- Material provided

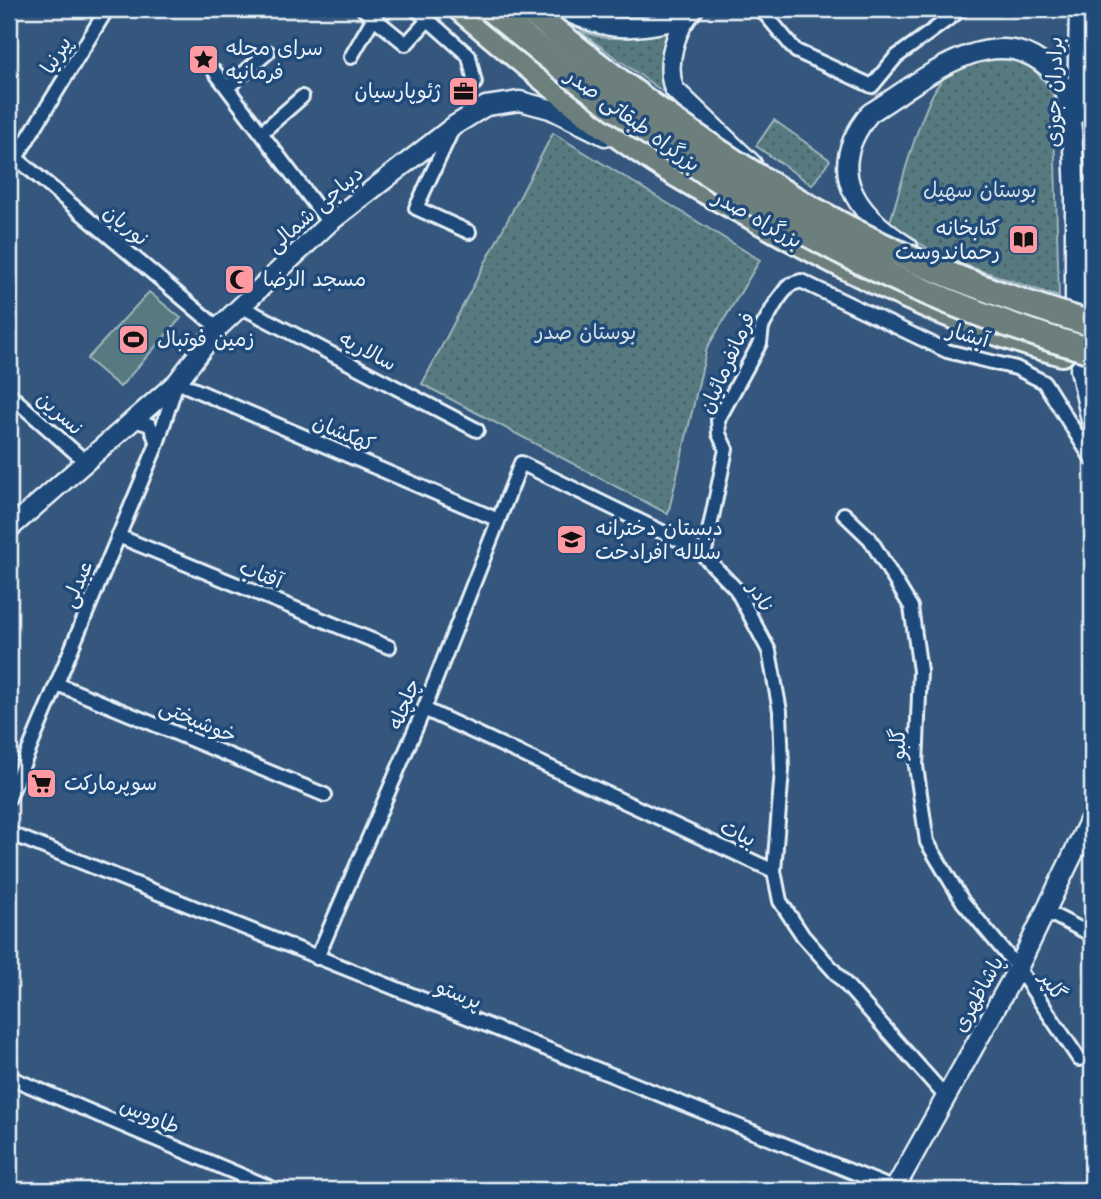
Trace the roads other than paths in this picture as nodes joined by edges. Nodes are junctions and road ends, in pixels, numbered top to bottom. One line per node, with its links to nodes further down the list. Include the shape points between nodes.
1 (107, 9): 25 (street, پیرنیا)
2 (363, 9): 14 (street)
3 (416, 9): 15 (street)
4 (461, 9): 26 (highway, بزرگراه صدر)
5 (490, 9): 37 (highway, بزرگراه طبقاتی صدر, bridge, via 663,146 827,244 886,276)
6 (528, 9): 35 (highway, بزرگراه طبقاتی صدر, bridge, via 579,51 760,178 874,241 947,274)
7 (534, 9): 27 (highway, بزرگراه صدر, via 580,47)
8 (561, 9): 16 (main road, via 593,24)
9 (592, 9): 16 (street)
10 (761, 9): 11 (street, via 796,51 872,86 896,57)
11 (962, 9)
12 (1079, 9): 28 (main road, برادران جوزی)
13 (689, 14): 16 (main road); 27 (main road, via 671,60 674,89)
14 (374, 17): 15 (street, via 406,44); 18 (street)
15 (428, 20): 20 (street, via 469,56)
16 (622, 29)
17 (268, 52): 21 (street)
18 (351, 57)
19 (215, 72): 21 (street)
20 (475, 83)
21 (227, 88): 24 (street)
22 (302, 97): 24 (street)
23 (455, 125): 26 (main road, دیباجی شمالی, via 486,106 520,102 550,108); 29 (main road, دیباجی شمالی); 30 (street, via 416,208)
24 (261, 133): 29 (street)
25 (12, 155): 36 (street, نوریان)
26 (649, 158): 37 (highway, بزرگراه صدر, via 857,275 1018,342)
27 (762, 174): 31 (highway, بزرگراه صدر)
28 (1084, 188): 31 (main road, via 1067,96 1054,71 1028,52 999,46 971,52 870,113 849,151 851,190 867,217); 34 (main road, برادران جوزی)
29 (329, 223): 33 (main road, دیباجی شمالی)
30 (470, 232)
31 (931, 263): 34 (highway, بزرگراه صدر, via 984,284)
32 (801, 282): 45 (street, آبشار, via 947,351 1016,368 1044,382); 52 (street, فرمانفرمائیان, via 789,285 777,301 718,420 726,449)
33 (240, 306): 36 (main road, دیباجی شمالی); 43 (street, سالاریه)
34 (1075, 307)
35 (1092, 324)
36 (218, 328): 38 (main road, دیباجی شمالی)
37 (1082, 358): 40 (main road)
38 (177, 382): 41 (main road, دیباجی شمالی); 44 (street, عبدلی); 49 (street, کهکشان)
39 (9, 394): 46 (street, نسرین)
40 (1088, 398): 42 (main road)
41 (131, 419): 44 (street, via 150,425); 46 (main road, دیباجی شمالی)
42 (1092, 425)
43 (477, 430)
44 (157, 444): 51 (street, عبدلی)
45 (1092, 459)
46 (85, 461): 50 (main road, دیباجی شمالی)
47 (521, 463): 49 (street, چلچله); 52 (street, نادر)
48 (844, 514): 64 (street, گلبو, via 870,539 911,607 920,671 916,766 927,842 963,902)
49 (496, 519): 55 (street, چلچله)
50 (9, 529)
51 (118, 536): 53 (street, آفتاب); 54 (street, عبدلی)
52 (704, 556): 60 (street, نادر, via 736,589 769,651 780,711 782,770)
53 (389, 647)
54 (57, 684): 56 (street, خوشبختی); 57 (street, عبدلی)
55 (424, 709): 60 (street, بیات); 63 (street, چلچله)
56 (324, 795)
57 (9, 798)
58 (1092, 816): 61 (main road, پاشاظهری)
59 (9, 832): 63 (street, پرستو)
60 (774, 871): 67 (street, بیات, via 780,901 803,936)
61 (1047, 912): 62 (street); 64 (main road, پاشاظهری)
62 (1092, 935)
63 (317, 958): 68 (street, پرستو)
64 (1018, 968): 65 (street, گلپر); 67 (main road, پاشاظهری)
65 (1079, 1059)
66 (9, 1077): 69 (street, طاووس)
67 (946, 1097): 68 (main road, پاشاظهری)
68 (895, 1189)
69 (276, 1190)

- What to do
The expected response is every line of the material, written out exactly, with the images removed.

- Answer to the exercise
Trace the roads other than paths in this picture as nodes joined by edges. Nodes are junctions and road ends, in pixels, numbered top to bottom. One line per node, with its links to nodes further down the list. Include the shape points between nodes.
1 (107, 9): 25 (street, پیرنیا)
2 (363, 9): 14 (street)
3 (416, 9): 15 (street)
4 (461, 9): 26 (highway, بزرگراه صدر)
5 (490, 9): 37 (highway, بزرگراه طبقاتی صدر, bridge, via 663,146 827,244 886,276)
6 (528, 9): 35 (highway, بزرگراه طبقاتی صدر, bridge, via 579,51 760,178 874,241 947,274)
7 (534, 9): 27 (highway, بزرگراه صدر, via 580,47)
8 (561, 9): 16 (main road, via 593,24)
9 (592, 9): 16 (street)
10 (761, 9): 11 (street, via 796,51 872,86 896,57)
11 (962, 9)
12 (1079, 9): 28 (main road, برادران جوزی)
13 (689, 14): 16 (main road); 27 (main road, via 671,60 674,89)
14 (374, 17): 15 (street, via 406,44); 18 (street)
15 (428, 20): 20 (street, via 469,56)
16 (622, 29)
17 (268, 52): 21 (street)
18 (351, 57)
19 (215, 72): 21 (street)
20 (475, 83)
21 (227, 88): 24 (street)
22 (302, 97): 24 (street)
23 (455, 125): 26 (main road, دیباجی شمالی, via 486,106 520,102 550,108); 29 (main road, دیباجی شمالی); 30 (street, via 416,208)
24 (261, 133): 29 (street)
25 (12, 155): 36 (street, نوریان)
26 (649, 158): 37 (highway, بزرگراه صدر, via 857,275 1018,342)
27 (762, 174): 31 (highway, بزرگراه صدر)
28 (1084, 188): 31 (main road, via 1067,96 1054,71 1028,52 999,46 971,52 870,113 849,151 851,190 867,217); 34 (main road, برادران جوزی)
29 (329, 223): 33 (main road, دیباجی شمالی)
30 (470, 232)
31 (931, 263): 34 (highway, بزرگراه صدر, via 984,284)
32 (801, 282): 45 (street, آبشار, via 947,351 1016,368 1044,382); 52 (street, فرمانفرمائیان, via 789,285 777,301 718,420 726,449)
33 (240, 306): 36 (main road, دیباجی شمالی); 43 (street, سالاریه)
34 (1075, 307)
35 (1092, 324)
36 (218, 328): 38 (main road, دیباجی شمالی)
37 (1082, 358): 40 (main road)
38 (177, 382): 41 (main road, دیباجی شمالی); 44 (street, عبدلی); 49 (street, کهکشان)
39 (9, 394): 46 (street, نسرین)
40 (1088, 398): 42 (main road)
41 (131, 419): 44 (street, via 150,425); 46 (main road, دیباجی شمالی)
42 (1092, 425)
43 (477, 430)
44 (157, 444): 51 (street, عبدلی)
45 (1092, 459)
46 (85, 461): 50 (main road, دیباجی شمالی)
47 (521, 463): 49 (street, چلچله); 52 (street, نادر)
48 (844, 514): 64 (street, گلبو, via 870,539 911,607 920,671 916,766 927,842 963,902)
49 (496, 519): 55 (street, چلچله)
50 (9, 529)
51 (118, 536): 53 (street, آفتاب); 54 (street, عبدلی)
52 (704, 556): 60 (street, نادر, via 736,589 769,651 780,711 782,770)
53 (389, 647)
54 (57, 684): 56 (street, خوشبختی); 57 (street, عبدلی)
55 (424, 709): 60 (street, بیات); 63 (street, چلچله)
56 (324, 795)
57 (9, 798)
58 (1092, 816): 61 (main road, پاشاظهری)
59 (9, 832): 63 (street, پرستو)
60 (774, 871): 67 (street, بیات, via 780,901 803,936)
61 (1047, 912): 62 (street); 64 (main road, پاشاظهری)
62 (1092, 935)
63 (317, 958): 68 (street, پرستو)
64 (1018, 968): 65 (street, گلپر); 67 (main road, پاشاظهری)
65 (1079, 1059)
66 (9, 1077): 69 (street, طاووس)
67 (946, 1097): 68 (main road, پاشاظهری)
68 (895, 1189)
69 (276, 1190)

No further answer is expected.